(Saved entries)
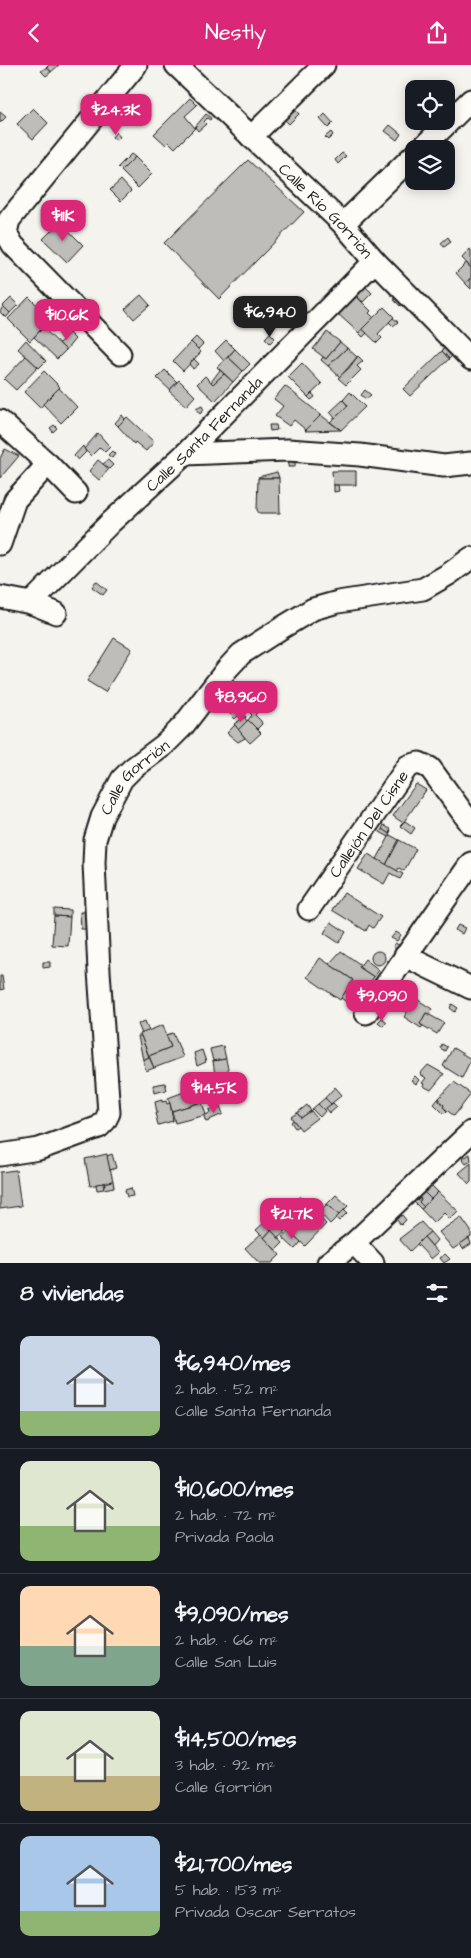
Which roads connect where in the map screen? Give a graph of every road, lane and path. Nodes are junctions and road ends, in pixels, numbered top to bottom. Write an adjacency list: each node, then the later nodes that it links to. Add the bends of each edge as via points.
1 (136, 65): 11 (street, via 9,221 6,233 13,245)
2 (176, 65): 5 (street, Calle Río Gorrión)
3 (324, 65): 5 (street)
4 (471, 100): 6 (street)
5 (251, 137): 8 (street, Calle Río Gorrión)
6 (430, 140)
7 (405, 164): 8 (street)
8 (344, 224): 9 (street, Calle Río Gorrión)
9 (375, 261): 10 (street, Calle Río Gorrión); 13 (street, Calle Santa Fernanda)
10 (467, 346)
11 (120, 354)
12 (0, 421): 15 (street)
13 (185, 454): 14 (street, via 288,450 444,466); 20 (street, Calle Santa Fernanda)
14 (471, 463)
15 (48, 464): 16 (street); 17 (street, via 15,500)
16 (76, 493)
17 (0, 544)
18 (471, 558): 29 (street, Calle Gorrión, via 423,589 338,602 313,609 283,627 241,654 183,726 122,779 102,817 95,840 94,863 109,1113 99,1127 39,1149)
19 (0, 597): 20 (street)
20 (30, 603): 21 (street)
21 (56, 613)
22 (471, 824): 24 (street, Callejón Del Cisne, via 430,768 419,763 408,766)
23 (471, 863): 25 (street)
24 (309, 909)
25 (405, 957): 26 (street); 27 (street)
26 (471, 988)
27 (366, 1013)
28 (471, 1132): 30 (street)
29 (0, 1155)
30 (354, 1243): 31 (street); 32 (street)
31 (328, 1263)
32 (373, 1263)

# [Directions for this task]
Please give the data again in full, exactly as written, but without any images.

# [Solution]
Which roads connect where in the map screen? Give a graph of every road, lane and path. Nodes are junctions and road ends, in pixels, numbered top to bottom. Write an adjacency list: each node, then the later nodes that it links to. Add the bends of each edge as via points.
1 (136, 65): 11 (street, via 9,221 6,233 13,245)
2 (176, 65): 5 (street, Calle Río Gorrión)
3 (324, 65): 5 (street)
4 (471, 100): 6 (street)
5 (251, 137): 8 (street, Calle Río Gorrión)
6 (430, 140)
7 (405, 164): 8 (street)
8 (344, 224): 9 (street, Calle Río Gorrión)
9 (375, 261): 10 (street, Calle Río Gorrión); 13 (street, Calle Santa Fernanda)
10 (467, 346)
11 (120, 354)
12 (0, 421): 15 (street)
13 (185, 454): 14 (street, via 288,450 444,466); 20 (street, Calle Santa Fernanda)
14 (471, 463)
15 (48, 464): 16 (street); 17 (street, via 15,500)
16 (76, 493)
17 (0, 544)
18 (471, 558): 29 (street, Calle Gorrión, via 423,589 338,602 313,609 283,627 241,654 183,726 122,779 102,817 95,840 94,863 109,1113 99,1127 39,1149)
19 (0, 597): 20 (street)
20 (30, 603): 21 (street)
21 (56, 613)
22 (471, 824): 24 (street, Callejón Del Cisne, via 430,768 419,763 408,766)
23 (471, 863): 25 (street)
24 (309, 909)
25 (405, 957): 26 (street); 27 (street)
26 (471, 988)
27 (366, 1013)
28 (471, 1132): 30 (street)
29 (0, 1155)
30 (354, 1243): 31 (street); 32 (street)
31 (328, 1263)
32 (373, 1263)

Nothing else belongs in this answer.